Championing Responsible Sugar Production & Procurement

By Ben R. Jordan, The Coca-Cola Company and Anna Swaithes, SABMiller

Our world is faced with dire global water challenges. A major contributing factor to these challenges is agriculture, which accounts for 70 percent of the world’s water withdrawals. Sugar, a critical ingredient in many food and beverage products, including ours, is a highly thirsty crop and one of the most complex. While the sugarcane sector is a major provider of jobs in rural areas where work is often scarce, these jobs are typically low paid, seasonal jobs, and associated with poor working conditions. As buyers of sugarcane, our industry has an increasing obligation to sustainably source sugar and transparently communicate about our actions to do so to consumers.

With sugar a major commodity for The Coca-Cola Company and SABMiller, we must work together as active participants in supporting more sustainable sugar supply chains. This calls for us to set new expectations of our suppliers, revise our procurement policies, enter into long-term contracts, co-invest with value chain partners to improve the environmental and social impact of sugar production, and other important measures. We believe that significant change is needed in sugar production and procurement for the sector to be sustainable, and we are taking actions to advance it.

One of the ways we’re championing this direction is through our support of, “Collaborating for Change in Sugar Production: Building Blocks for Sustainability at Scale.” The report, released this week by Harvard Kennedy School and Business Fights Poverty, emphasizes the need for stakeholders to work together to achieve a higher level of environmental, social and financial performance from the sugar industry, and outlines the actions needed to bring about real change in the sector.

Incentives are not yet sufficiently strong or aligned across the value chain to drive more sustainable production and procurement practices at scale.
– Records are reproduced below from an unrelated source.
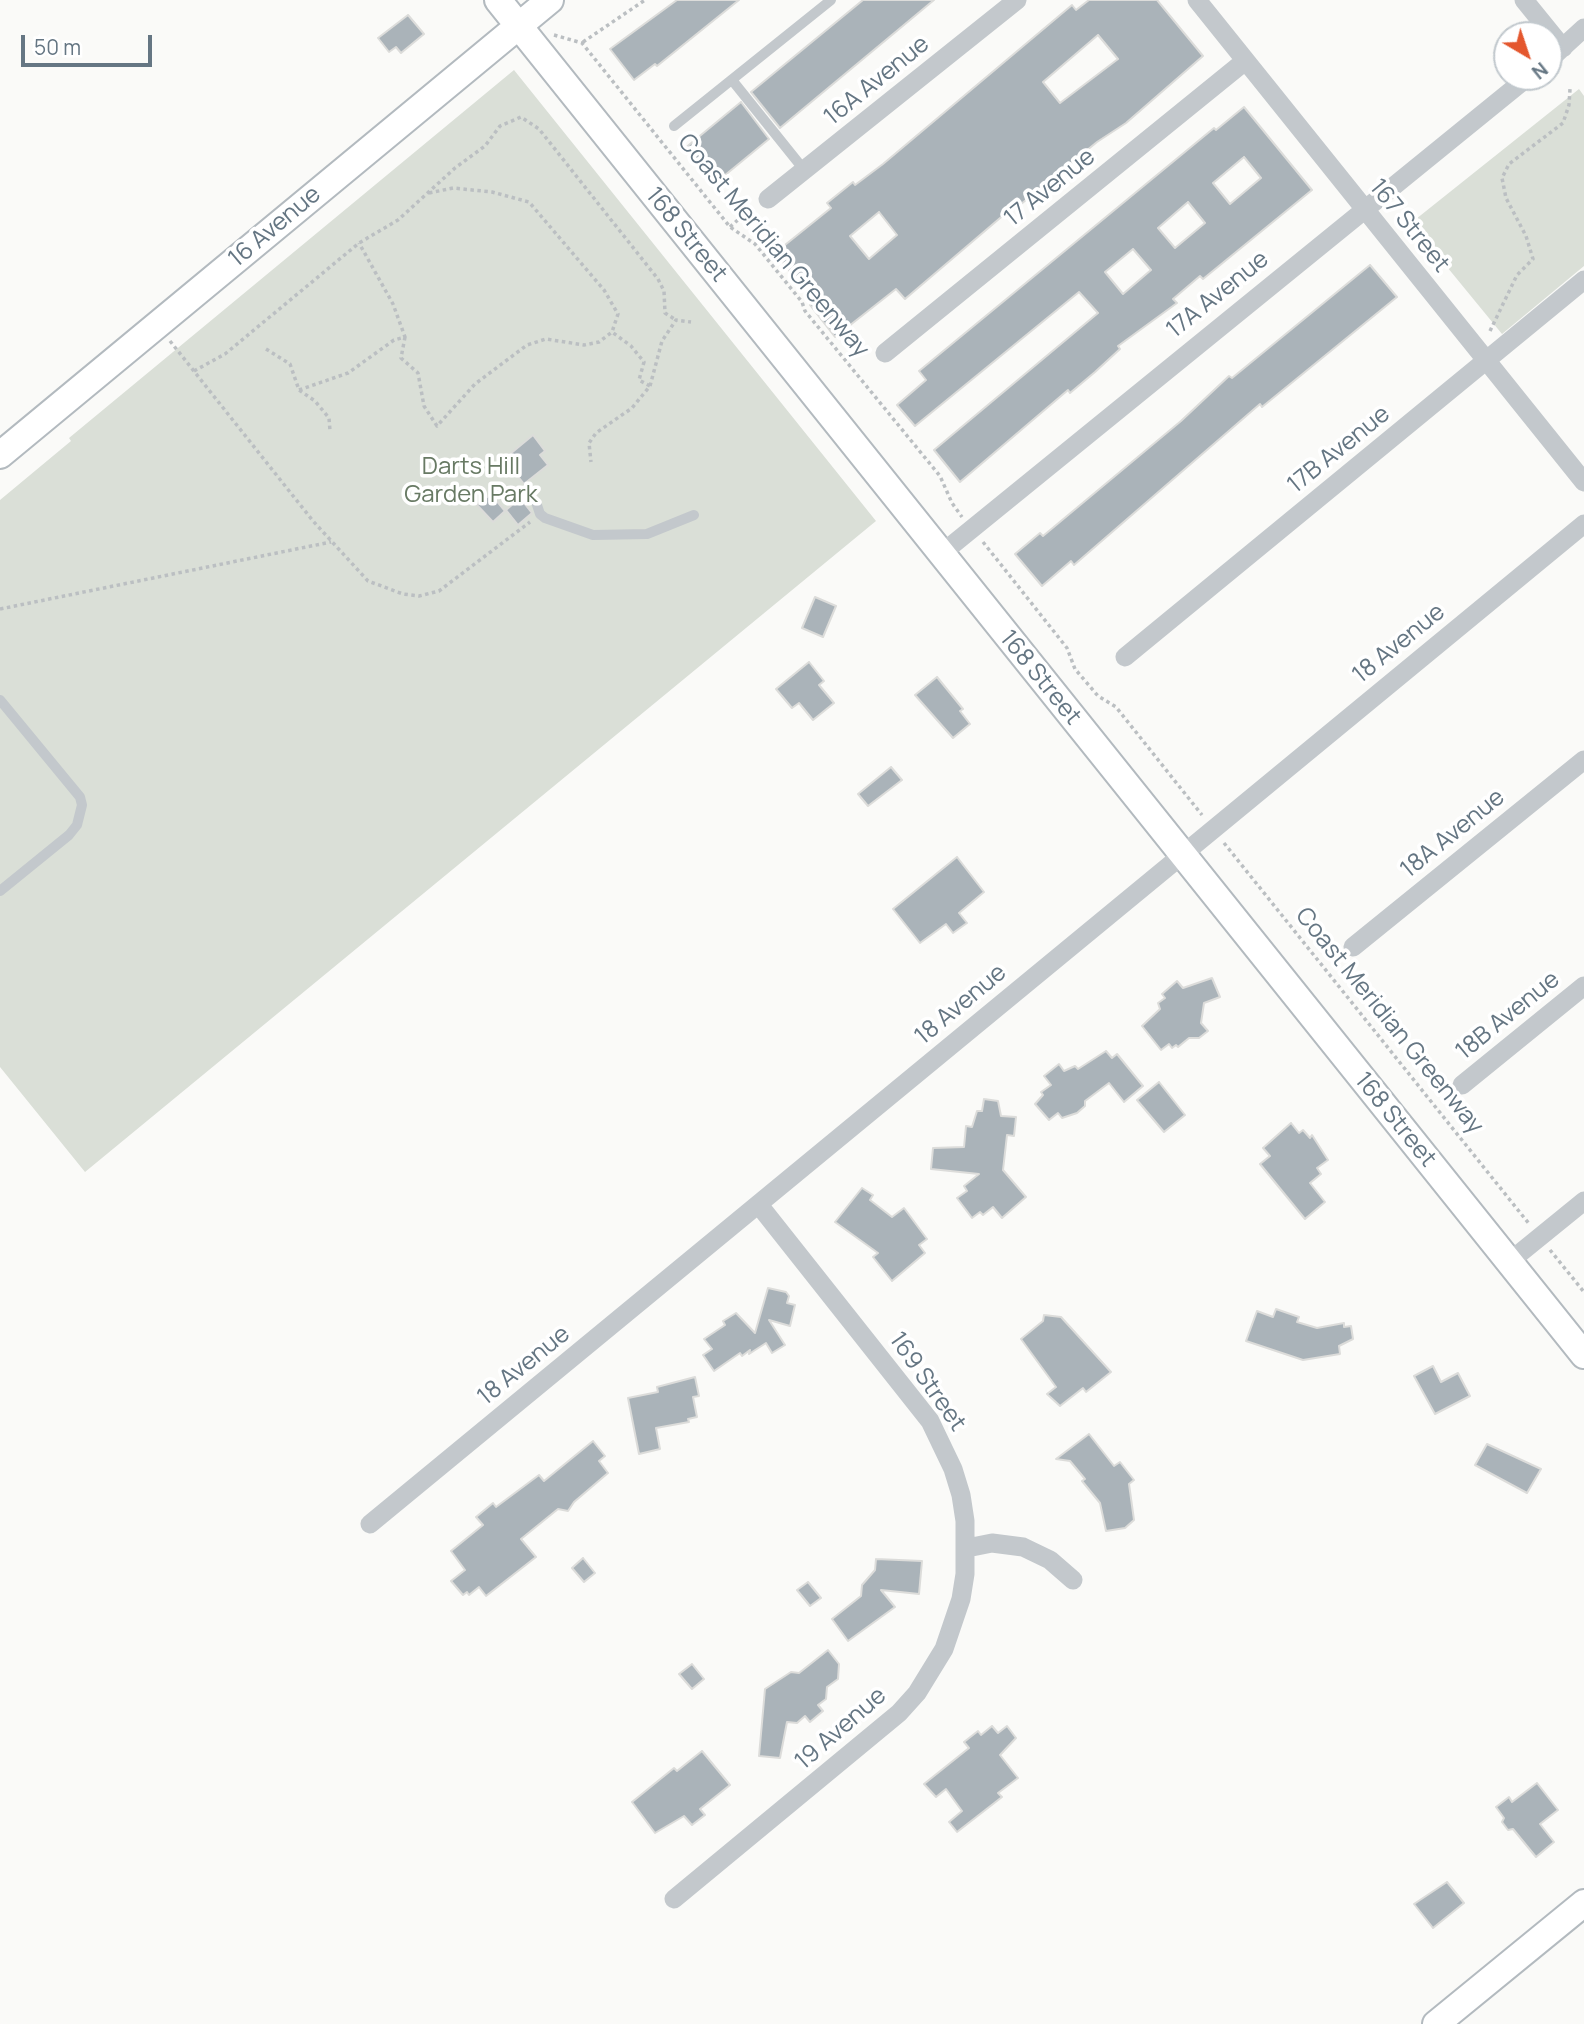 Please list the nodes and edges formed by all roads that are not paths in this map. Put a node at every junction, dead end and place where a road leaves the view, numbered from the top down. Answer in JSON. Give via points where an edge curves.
{"nodes":[{"id":1,"x":498,"y":0,"type":"edge"},
{"id":2,"x":550,"y":0,"type":"edge"},
{"id":3,"x":831,"y":0,"type":"edge"},
{"id":4,"x":1017,"y":0,"type":"edge"},
{"id":5,"x":1197,"y":0,"type":"edge"},
{"id":6,"x":1524,"y":0,"type":"edge"},
{"id":7,"x":1536,"y":21,"type":"edge"},
{"id":8,"x":518,"y":26,"type":"junction"},
{"id":9,"x":1584,"y":28,"type":"edge"},
{"id":10,"x":1563,"y":48,"type":"edge"},
{"id":11,"x":1245,"y":61,"type":"junction"},
{"id":12,"x":732,"y":80,"type":"junction"},
{"id":13,"x":1510,"y":91,"type":"edge"},
{"id":14,"x":674,"y":126,"type":"dead end"},
{"id":15,"x":805,"y":171,"type":"junction"},
{"id":16,"x":768,"y":199,"type":"dead end"},
{"id":17,"x":1363,"y":208,"type":"junction"},
{"id":18,"x":1584,"y":280,"type":"edge"},
{"id":19,"x":885,"y":353,"type":"dead end"},
{"id":20,"x":1487,"y":361,"type":"junction"},
{"id":21,"x":0,"y":455,"type":"edge"},
{"id":22,"x":1584,"y":482,"type":"edge"},
{"id":23,"x":539,"y":510,"type":"road end"},
{"id":24,"x":694,"y":515,"type":"dead end"},
{"id":25,"x":1584,"y":524,"type":"edge"},
{"id":26,"x":941,"y":554,"type":"junction"},
{"id":27,"x":1125,"y":657,"type":"dead end"},
{"id":28,"x":0,"y":700,"type":"edge"},
{"id":29,"x":1584,"y":760,"type":"edge"},
{"id":30,"x":1181,"y":855,"type":"junction"},
{"id":31,"x":0,"y":891,"type":"edge"},
{"id":32,"x":1353,"y":947,"type":"dead end"},
{"id":33,"x":1584,"y":986,"type":"edge"},
{"id":34,"x":1462,"y":1085,"type":"dead end"},
{"id":35,"x":1584,"y":1201,"type":"edge"},
{"id":36,"x":759,"y":1205,"type":"junction"},
{"id":37,"x":1509,"y":1262,"type":"junction"},
{"id":38,"x":1584,"y":1355,"type":"edge"},
{"id":39,"x":370,"y":1524,"type":"dead end"},
{"id":40,"x":967,"y":1548,"type":"junction"},
{"id":41,"x":1073,"y":1580,"type":"dead end"},
{"id":42,"x":674,"y":1899,"type":"dead end"},
{"id":43,"x":1584,"y":1903,"type":"edge"},
{"id":44,"x":1436,"y":2024,"type":"edge"}],
"edges":[{"from":1,"to":8,"type":"main road","name":"168 Street"},
{"from":2,"to":8,"type":"main road","name":"16 Avenue"},
{"from":3,"to":12,"type":"lane"},
{"from":4,"to":15,"type":"street","name":"16A Avenue"},
{"from":5,"to":11,"type":"street","name":"167 Street"},
{"from":6,"to":7,"type":"street"},
{"from":8,"to":21,"type":"main road","name":"16 Avenue"},
{"from":8,"to":26,"type":"main road","name":"168 Street"},
{"from":9,"to":10,"type":"street"},
{"from":11,"to":17,"type":"street","name":"167 Street"},
{"from":11,"to":19,"type":"street","name":"17 Avenue"},
{"from":12,"to":14,"type":"lane"},
{"from":12,"to":15,"type":"lane"},
{"from":13,"to":17,"type":"street","name":"17A Avenue"},
{"from":15,"to":16,"type":"street","name":"16A Avenue"},
{"from":17,"to":20,"type":"street","name":"167 Street"},
{"from":17,"to":26,"type":"street","name":"17A Avenue"},
{"from":18,"to":20,"type":"street","name":"17B Avenue"},
{"from":20,"to":22,"type":"street","name":"167 Street"},
{"from":20,"to":27,"type":"street","name":"17B Avenue"},
{"from":23,"to":24,"type":"lane","via":[[578,532],[593,535],[646,534]]},
{"from":25,"to":30,"type":"street","name":"18 Avenue"},
{"from":26,"to":30,"type":"main road","name":"168 Street"},
{"from":28,"to":31,"type":"lane","via":[[82,805],[69,835]]},
{"from":29,"to":32,"type":"street","name":"18A Avenue"},
{"from":30,"to":36,"type":"street","name":"18 Avenue"},
{"from":30,"to":37,"type":"main road","name":"168 Street"},
{"from":33,"to":34,"type":"street","name":"18B Avenue"},
{"from":35,"to":37,"type":"street"},
{"from":36,"to":39,"type":"street","name":"18 Avenue"},
{"from":36,"to":40,"type":"street","name":"169 Street","via":[[930,1422],[953,1469]]},
{"from":37,"to":38,"type":"main road","name":"168 Street"},
{"from":40,"to":41,"type":"street","via":[[992,1544],[1023,1548],[1050,1560]]},
{"from":40,"to":42,"type":"street","name":"19 Avenue","via":[[954,1625],[917,1693],[880,1730]]},
{"from":43,"to":44,"type":"main road"}]}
The report identifies six building blocks necessary to align the incentives of growers, mills, refiners, traders, and buyers in favor of greater sustainability at scale. There’s a critical role for all stakeholders to play.

At Coca-Cola, for example, substantial commitments in sustainable agriculture have been made, with a system-wide goal to sustainability source 14 key agricultural ingredients by 2020, representing 90 percent of the Company’s agricultural spend. Coca-Cola has also developed and is working to implement Sustainable Agriculture Guiding Principles, which articulate expectations, and set criteria for human and workplace rights, environmental stewardship and farm management. And, the Coca-Cola system has recently been awarded Bonsucro® Chain of Custody Standard certification, taking shipments of Bonsucro®-certified sugar in 2015 as the system builds momentum toward 2020 goals.

SABMiller announced its ambition to source all of its sugar from sustainable sources by 2020 as part of ‘Prosper,’ a companywide strategy that includes supporting responsible, sustainable use of land for brewing crops as one of five imperatives. Azucarera del Norte, “Azunosa,” the sugar mill in Honduras owned by SABMiller, has become the first Bonsucro®-certified cane sugar producer in Central America and the Caribbean. The company’s efforts to optimise water, contribute to the eradication of child labour in the sugarcane industry and to promote the growth of formal small holder farmers with secure access to land have been recognised by Bonsucro®.

While we are proud of Azunosa’s industry leading commitments and actions, and mindset of continuous improvement, there’s a long road ahead toward sector transformation. The merging of sustainability and financial accounting remains just a conversation, though the conversation is getting louder. The report by Business Fights Poverty and Harvard Kennedy School’s CSR Initiative makes very clear that policy engagement will be key to sector change, with governments essential in facilitating more sustainable production.

For both Coca-Cola and SABMiller, during our sustainability journey, we have learned that translating commitments into reality requires both partners who can work with us across markets, like WWF, Solidaridad and TechnoServe, and local partners who understand the local context inside and out. To achieve real progress on sugar, and have an impact on the greater global challenges sugar production contributes to, engagement from all stakeholders is required. Together, we must be committed to making a difference that not only minimizes impact but brings economic and social value for the communities we serve.